= Beginning of Section =
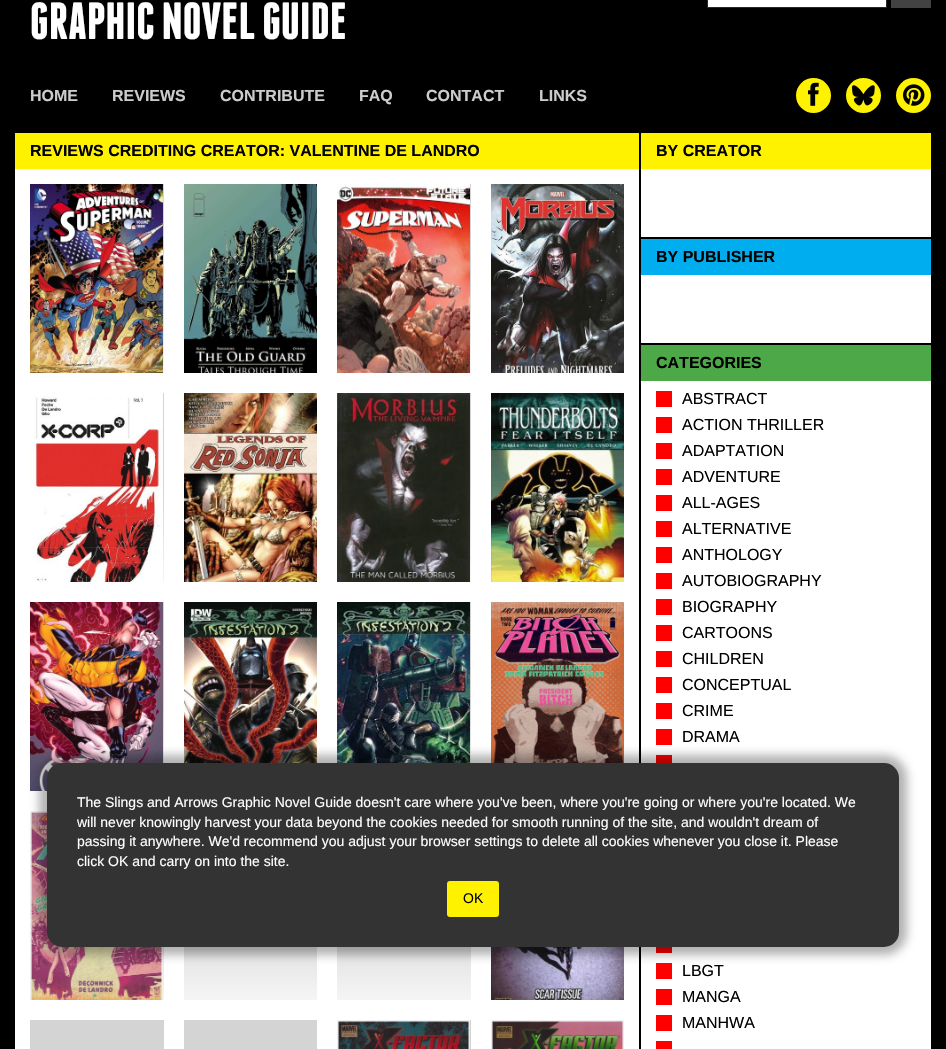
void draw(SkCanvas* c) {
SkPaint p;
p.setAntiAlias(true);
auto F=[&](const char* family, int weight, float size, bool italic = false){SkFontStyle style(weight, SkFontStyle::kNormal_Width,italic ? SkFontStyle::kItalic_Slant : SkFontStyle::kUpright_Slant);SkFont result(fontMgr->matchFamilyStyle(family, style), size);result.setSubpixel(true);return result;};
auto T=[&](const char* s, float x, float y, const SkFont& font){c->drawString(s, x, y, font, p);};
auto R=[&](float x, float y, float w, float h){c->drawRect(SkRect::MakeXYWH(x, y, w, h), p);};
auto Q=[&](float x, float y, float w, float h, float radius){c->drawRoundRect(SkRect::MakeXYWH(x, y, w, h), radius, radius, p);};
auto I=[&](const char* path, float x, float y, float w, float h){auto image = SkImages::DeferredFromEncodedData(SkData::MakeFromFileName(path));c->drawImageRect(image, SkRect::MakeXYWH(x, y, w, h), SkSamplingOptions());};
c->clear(0xff000000);
auto f1 = F("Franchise",700,52);
p.setColor(0xffffffff);
T("GRAPHIC NOVEL GUIDE",30,39,f1);
c->drawRect(SkRect::MakeXYWH(707.5,-.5,179,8),p);
p.setStroke(true);
p.setStrokeWidth(1);
p.setColor(0xff282828);
c->drawRect(SkRect::MakeXYWH(707.5,-.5,179,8),p);
p.setStroke(false);
p.setColor(0xff424242);
R(891,0,40,8);
auto f2 = F("Liberation Sans",700,16);
p.setColor(0xffcccccc);
T("HOME",30,101,f2);
T("REVIEWS",112,101,f2);
T("CONTRIBUTE",220,101,f2);
T("FAQ",359,101,f2);
T("CONTACT",426,101,f2);
T("LINKS",539,101,f2);
p.setColor(0xfffff200);
c->drawCircle(813.5,95.5,17.5,p);
I("1.png",808,82,11,24);
c->drawCircle(863.5,95.5,17.5,p);
I("2.png",852,85,23,21);
c->drawCircle(913.5,95.5,17.5,p);
I("3.png",903,84,22,22);
p.setColor(0xffffffff);
R(15,169,624,880);
p.setColor(0xfffff200);
R(15,133,624,36);
p.setColor(0xff000000);
T("REVIEWS CREDITING CREATOR: VALENTINE DE LANDRO",30,156,f2);
{
const SkColor colors[] = {0xffd4d4d4,0xfff5f5f5};
const float stops[] = {.5,1};
const SkPoint ends[] = {{97,184}, {97,373}};
p.setShader(SkGradientShader::MakeLinear(ends, colors, stops, 2, SkTileMode::kClamp));
p.setAlpha(255);
}
R(163,184,1,189);
I("4.png",30,184,133,189);
I("5.png",184,184,133,189);
{
const SkColor colors[] = {0xffd4d4d4,0xfff5f5f5};
const float stops[] = {.5,1};
const SkPoint ends[] = {{404,184}, {404,373}};
p.setShader(SkGradientShader::MakeLinear(ends, colors, stops, 2, SkTileMode::kClamp));
p.setAlpha(255);
}
R(470,184,1,189);
I("6.png",337,184,133,189);
I("7.png",491,184,133,189);
{
const SkColor colors[] = {0xffd4d4d4,0xfff5f5f5};
const float stops[] = {.5,1};
const SkPoint ends[] = {{97,393}, {97,582}};
p.setShader(SkGradientShader::MakeLinear(ends, colors, stops, 2, SkTileMode::kClamp));
p.setAlpha(255);
}
R(163,393,1,189);
I("8.png",30,393,133,189);
I("9.png",184,393,133,189);
{
const SkColor colors[] = {0xffd4d4d4,0xfff5f5f5};
const float stops[] = {.5,1};
const SkPoint ends[] = {{404,393}, {404,582}};
p.setShader(SkGradientShader::MakeLinear(ends, colors, stops, 2, SkTileMode::kClamp));
p.setAlpha(255);
}
R(470,393,1,189);
I("10.png",337,393,133,189);
I("11.png",491,393,133,189);
{
const SkColor colors[] = {0xffd4d4d4,0xfff5f5f5};
const float stops[] = {.5,1};
const SkPoint ends[] = {{97,602}, {97,791}};
p.setShader(SkGradientShader::MakeLinear(ends, colors, stops, 2, SkTileMode::kClamp));
p.setAlpha(255);
}
R(163,602,1,161);
I("12.png",30,602,133,189);
I("13.png",184,602,133,161);
{
const SkColor colors[] = {0xffd4d4d4,0xfff5f5f5};
const float stops[] = {.5,1};
const SkPoint ends[] = {{404,602}, {404,791}};
p.setShader(SkGradientShader::MakeLinear(ends, colors, stops, 2, SkTileMode::kClamp));
p.setAlpha(255);
}
R(470,602,1,161);
I("14.png",337,602,133,161);
I("15.png",491,602,133,161);
{
const SkColor colors[] = {0xffd4d4d4,0xfff5f5f5};
const float stops[] = {.5,1};
const SkPoint ends[] = {{97,811}, {97,1000}};
p.setShader(SkGradientShader::MakeLinear(ends, colors, stops, 2, SkTileMode::kClamp));
p.setAlpha(255);
}
R(163,947,1,53);
I("16.png",30,811,133,189);
{
const SkColor colors[] = {0xffd4d4d4,0xfff5f5f5};
const float stops[] = {.5,1};
const SkPoint ends[] = {{251,811}, {251,1000}};
p.setShader(SkGradientShader::MakeLinear(ends, colors, stops, 2, SkTileMode::kClamp));
p.setAlpha(255);
}
R(184,947,133,53);
{
const SkColor colors[] = {0xffd4d4d4,0xfff5f5f5};
const float stops[] = {.5,1};
const SkPoint ends[] = {{404,811}, {404,1000}};
p.setShader(SkGradientShader::MakeLinear(ends, colors, stops, 2, SkTileMode::kClamp));
p.setAlpha(255);
}
R(337,947,134,53);
I("17.png",491,947,133,53);
{
const SkColor colors[] = {0xffd4d4d4,0xfff5f5f5};
const float stops[] = {.5,1};
const SkPoint ends[] = {{97,1020}, {97,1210}};
p.setShader(SkGradientShader::MakeLinear(ends, colors, stops, 2, SkTileMode::kClamp));
p.setAlpha(255);
}
R(30,1020,134,29);
{
const SkColor colors[] = {0xffd4d4d4,0xfff5f5f5};
const float stops[] = {.5,1};
const SkPoint ends[] = {{251,1020}, {251,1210}};
p.setShader(SkGradientShader::MakeLinear(ends, colors, stops, 2, SkTileMode::kClamp));
p.setAlpha(255);
}
R(184,1020,133,29);
{
const SkColor colors[] = {0xffd4d4d4,0xfff5f5f5};
const float stops[] = {.5,1};
const SkPoint ends[] = {{404,1020}, {404,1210}};
p.setShader(SkGradientShader::MakeLinear(ends, colors, stops, 2, SkTileMode::kClamp));
p.setAlpha(255);
}
R(470,1020,1,29);
I("18.png",337,1020,133,29);
I("19.png",491,1020,133,29);
p.setShader(nullptr);
p.setColor(0xffffffff);
R(641,169,290,880);
p.setColor(0xfffff200);
R(641,133,290,36);
p.setColor(0xff000000);
T("BY CREATOR",656,156,f2);
R(641,237,290,2);
p.setColor(0xff00aeef);
R(641,239,290,36);
p.setColor(0xff000000);
T("BY PUBLISHER",656,262,f2);
R(641,343,290,2);
p.setColor(0xff4da947);
R(641,345,290,36);
p.setColor(0xff000000);
T("CATEGORIES",656,368,f2);
p.setColor(0xffff0000);
R(656,391,16,16);
auto f3 = F("Liberation Sans",400,16);
p.setColor(0xff000000);
T("ABSTRACT",682,404,f3);
p.setColor(0xffff0000);
R(656,417,16,16);
p.setColor(0xff000000);
T("ACTION THRILLER",682,430,f3);
p.setColor(0xffff0000);
R(656,443,16,16);
p.setColor(0xff000000);
T("ADAPTATION",682,456,f3);
p.setColor(0xffff0000);
R(656,469,16,16);
p.setColor(0xff000000);
T("ADVENTURE",682,482,f3);
p.setColor(0xffff0000);
R(656,495,16,16);
p.setColor(0xff000000);
T("ALL-AGES",682,508,f3);
p.setColor(0xffff0000);
R(656,521,16,16);
p.setColor(0xff000000);
T("ALTERNATIVE",682,534,f3);
p.setColor(0xffff0000);
R(656,547,16,16);
p.setColor(0xff000000);
T("ANTHOLOGY",682,560,f3);
p.setColor(0xffff0000);
R(656,573,16,16);
p.setColor(0xff000000);
T("AUTOBIOGRAPHY",682,586,f3);
p.setColor(0xffff0000);
R(656,599,16,16);
p.setColor(0xff000000);
T("BIOGRAPHY",682,612,f3);
p.setColor(0xffff0000);
R(656,625,16,16);
p.setColor(0xff000000);
T("CARTOONS",682,638,f3);
p.setColor(0xffff0000);
R(656,651,16,16);
p.setColor(0xff000000);
T("CHILDREN",682,664,f3);
p.setColor(0xffff0000);
R(656,677,16,16);
p.setColor(0xff000000);
T("CONCEPTUAL",682,690,f3);
p.setColor(0xffff0000);
R(656,703,16,16);
p.setColor(0xff000000);
T("CRIME",682,716,f3);
p.setColor(0xffff0000);
R(656,729,16,16);
p.setColor(0xff000000);
T("DRAMA",682,742,f3);
p.setColor(0xffff0000);
R(656,755,16,8);
R(656,947,16,6);
R(656,963,16,16);
p.setColor(0xff000000);
T("LBGT",682,976,f3);
p.setColor(0xffff0000);
R(656,989,16,16);
p.setColor(0xff000000);
T("MANGA",682,1002,f3);
p.setColor(0xffff0000);
R(656,1015,16,16);
p.setColor(0xff000000);
T("MANHWA",682,1028,f3);
p.setColor(0xffff0000);
R(656,1041,16,8);
p.setColor(0x4d000000);
p.setMaskFilter(SkMaskFilter::MakeBlur(kNormal_SkBlurStyle, 5));
c->drawRoundRect(SkRect::MakeXYWH(39,755,868,200),23,23,p);
p.setMaskFilter(nullptr);
p.setColor(0xff333333);
Q(47,763,852,184,15);
auto f4 = F("Liberation Sans",400,14);
p.setColor(0xffffffff);
T("The Slings and Arrows Graphic Novel Guide doesn't care where you've been, where you're going or where you're located. We",77,807,f4);
T("will never knowingly harvest your data beyond the cookies needed for smooth running of the site, and wouldn't dream of",77,827,f4);
T("passing it anywhere. We'd recommend you adjust your browser settings to delete all cookies whenever you close it. Please",77,846,f4);
T("click OK and carry on into the site.",77,866,f4);
p.setColor(0xfffff200);
Q(447,881,52,36,3);
p.setColor(0xff000000);
T("OK",463,903,f4);
}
= End of Section =
WORK TO BE COMPLETED |
Here the job is to set down exactly the lines of the material above that fall between the one with "R(337,947,134,53);" and the one with "R(656,521,16,16);", inclusive, and nothing beyond them.

ANSWER SECTION |
R(337,947,134,53);
I("17.png",491,947,133,53);
{
const SkColor colors[] = {0xffd4d4d4,0xfff5f5f5};
const float stops[] = {.5,1};
const SkPoint ends[] = {{97,1020}, {97,1210}};
p.setShader(SkGradientShader::MakeLinear(ends, colors, stops, 2, SkTileMode::kClamp));
p.setAlpha(255);
}
R(30,1020,134,29);
{
const SkColor colors[] = {0xffd4d4d4,0xfff5f5f5};
const float stops[] = {.5,1};
const SkPoint ends[] = {{251,1020}, {251,1210}};
p.setShader(SkGradientShader::MakeLinear(ends, colors, stops, 2, SkTileMode::kClamp));
p.setAlpha(255);
}
R(184,1020,133,29);
{
const SkColor colors[] = {0xffd4d4d4,0xfff5f5f5};
const float stops[] = {.5,1};
const SkPoint ends[] = {{404,1020}, {404,1210}};
p.setShader(SkGradientShader::MakeLinear(ends, colors, stops, 2, SkTileMode::kClamp));
p.setAlpha(255);
}
R(470,1020,1,29);
I("18.png",337,1020,133,29);
I("19.png",491,1020,133,29);
p.setShader(nullptr);
p.setColor(0xffffffff);
R(641,169,290,880);
p.setColor(0xfffff200);
R(641,133,290,36);
p.setColor(0xff000000);
T("BY CREATOR",656,156,f2);
R(641,237,290,2);
p.setColor(0xff00aeef);
R(641,239,290,36);
p.setColor(0xff000000);
T("BY PUBLISHER",656,262,f2);
R(641,343,290,2);
p.setColor(0xff4da947);
R(641,345,290,36);
p.setColor(0xff000000);
T("CATEGORIES",656,368,f2);
p.setColor(0xffff0000);
R(656,391,16,16);
auto f3 = F("Liberation Sans",400,16);
p.setColor(0xff000000);
T("ABSTRACT",682,404,f3);
p.setColor(0xffff0000);
R(656,417,16,16);
p.setColor(0xff000000);
T("ACTION THRILLER",682,430,f3);
p.setColor(0xffff0000);
R(656,443,16,16);
p.setColor(0xff000000);
T("ADAPTATION",682,456,f3);
p.setColor(0xffff0000);
R(656,469,16,16);
p.setColor(0xff000000);
T("ADVENTURE",682,482,f3);
p.setColor(0xffff0000);
R(656,495,16,16);
p.setColor(0xff000000);
T("ALL-AGES",682,508,f3);
p.setColor(0xffff0000);
R(656,521,16,16);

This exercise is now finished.